Hace ya muchos diciembres, cuando cursaba la secundaria, visitaba cada mes y medio, aproximadamente, una diminuta tienda que vendía libros y cómics. Se encontraba afincada en una pequeña plaza entre Zaragoza y Juárez frente a un extinto Cine del Puerto.
Siempre dos visitas dentro de esos periodos. En la primera hurtaba un libro y en la segunda acudía a devolverlo después de haberlo leído. Mi escaso presupuesto me permitía lo primero, los valores inculcados por mi abuela, lo segundo.
Quien atendía era una señora de unos cincuenta y tantos. Cada vez que entraba me saludaba de manera afable. Nunca supe su nombre y nunca preguntó por el mío. Como ya dije, la librería era muy chica. El único bloque que me interesaba y visitaba era donde se concentraba la editorial Timun Mas.
A mediados del mes de diciembre me di una vuelta por la tienda, en aquel momento, no sospechaba que sería la última.
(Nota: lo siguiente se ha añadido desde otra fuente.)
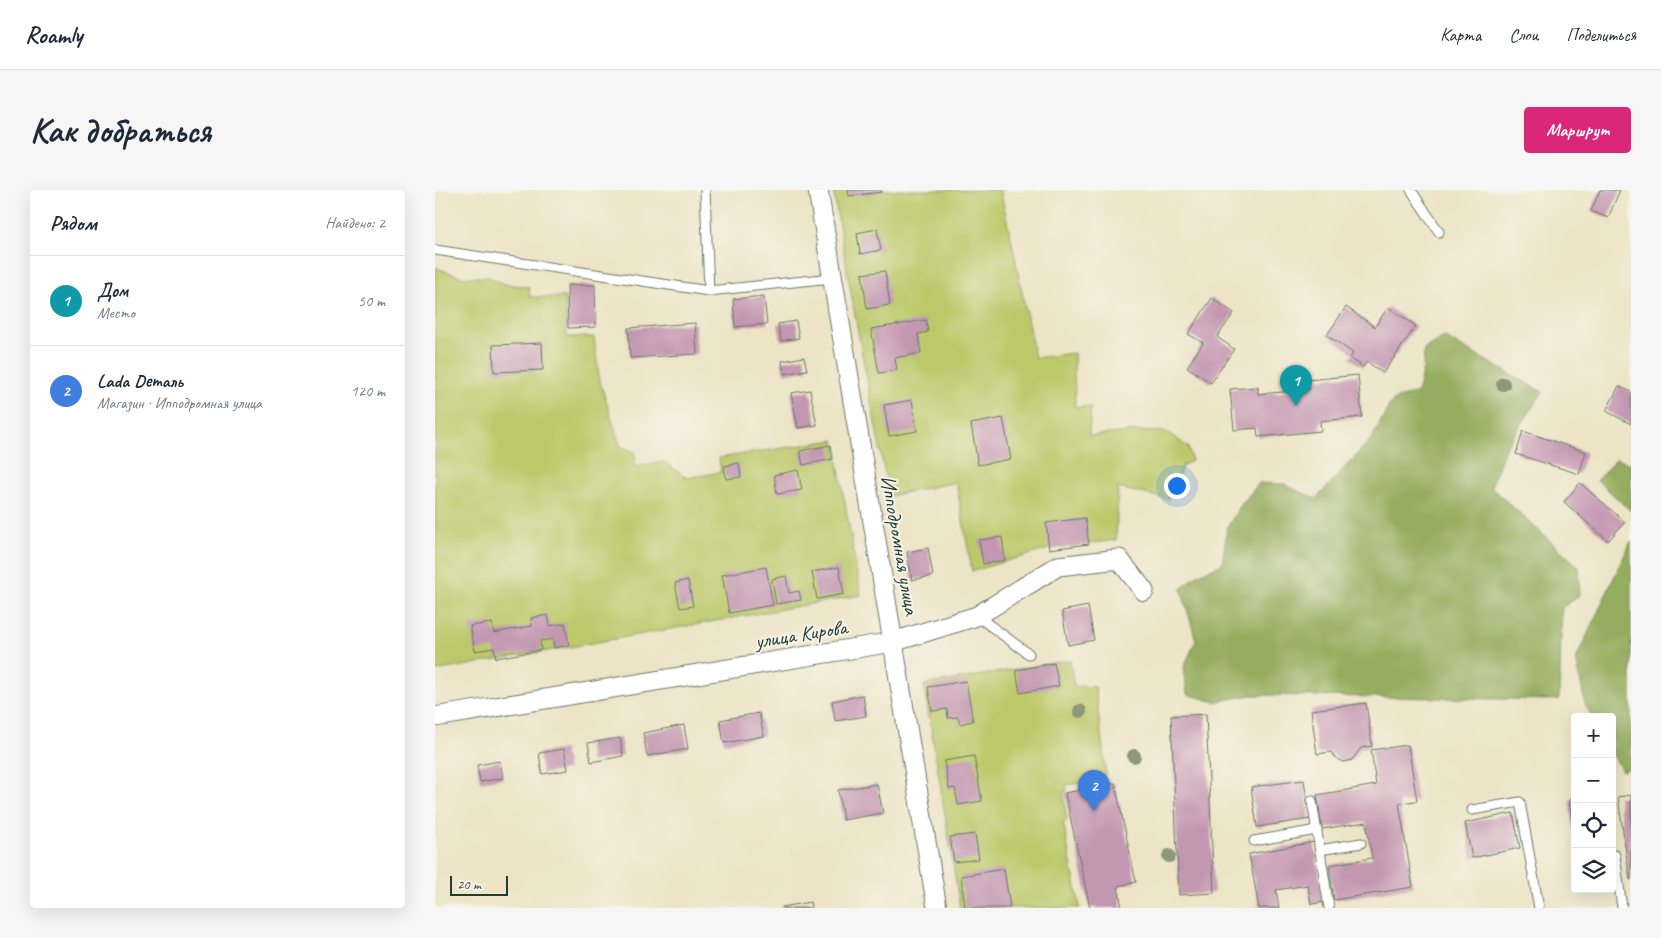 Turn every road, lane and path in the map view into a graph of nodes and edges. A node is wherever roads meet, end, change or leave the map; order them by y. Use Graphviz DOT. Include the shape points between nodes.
graph roads {
  1 [pos="705,190"];
  2 [pos="818,190"];
  3 [pos="1411,190"];
  4 [pos="1439,232"];
  5 [pos="435,250"];
  6 [pos="832,278"];
  7 [pos="709,291"];
  8 [pos="1144,591"];
  9 [pos="977,616"];
  10 [pos="893,642"];
  11 [pos="1029,654"];
  12 [pos="435,717"];
  13 [pos="1312,801"];
  14 [pos="1472,810"];
  15 [pos="1317,830"];
  16 [pos="1254,841"];
  17 [pos="1361,843"];
  18 [pos="1320,850"];
  19 [pos="1616,863"];
  20 [pos="937,908"];
  21 [pos="1329,908"];
  22 [pos="1539,908"];
  23 [pos="1622,908"];
  1 -- 7 [label="lane"];
  2 -- 6 [label="street, Ипподромная улица"];
  3 -- 4 [label="lane"];
  5 -- 7 [label="lane"];
  6 -- 7 [label="lane"];
  6 -- 10 [label="street, Ипподромная улица"];
  8 -- 9 [label="street, улица Кирова" via="1119,559 1058,566"];
  9 -- 10 [label="street, улица Кирова"];
  9 -- 11 [label="lane"];
  10 -- 12 [label="street, улица Кирова"];
  10 -- 20 [label="street, Ипподромная улица"];
  13 -- 15 [label="lane"];
  14 -- 22 [label="lane" via="1520,802"];
  15 -- 16 [label="lane"];
  15 -- 18 [label="lane"];
  17 -- 18 [label="lane"];
  18 -- 21 [label="lane"];
  19 -- 23 [label="lane"];
}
Me paré frente al estante de siempre. Había un pequeño letrero en la parte central que decía: El libro de hoy puedes quedártelo, es mi regalo de año nuevo. Añadía una posdata, pueden ser dos. Con los ojos desorbitados por el asombro y la vergüenza voltee hacia el mostrador. Ella lo esperaba, me envolvió con la suavidad de su mirada, esbozó una sonrisa de ternura y satisfacción, luego, dio la espalda al mostrador.
Sólo tomé un libro y salí tratando de hacer el menor ruido. No dije gracias ni adiós, me lo impidió una mezcla de sentimientos entre ellos, el de vergüenza.
Al siguiente año la tienda había desaparecido y en su lugar había una frívola tienda de ropa casual. Como dijo la canción, quise vengar, a pedradas, su memoria frente a los cristales, pero mis años de subversivo empezarían hasta la universidad.
Cuando llega diciembre y empiezo a ahogarme en este mezquino y vacuo mercantilismo, me pongo del otro lado del mostrador. Alisto un letrero.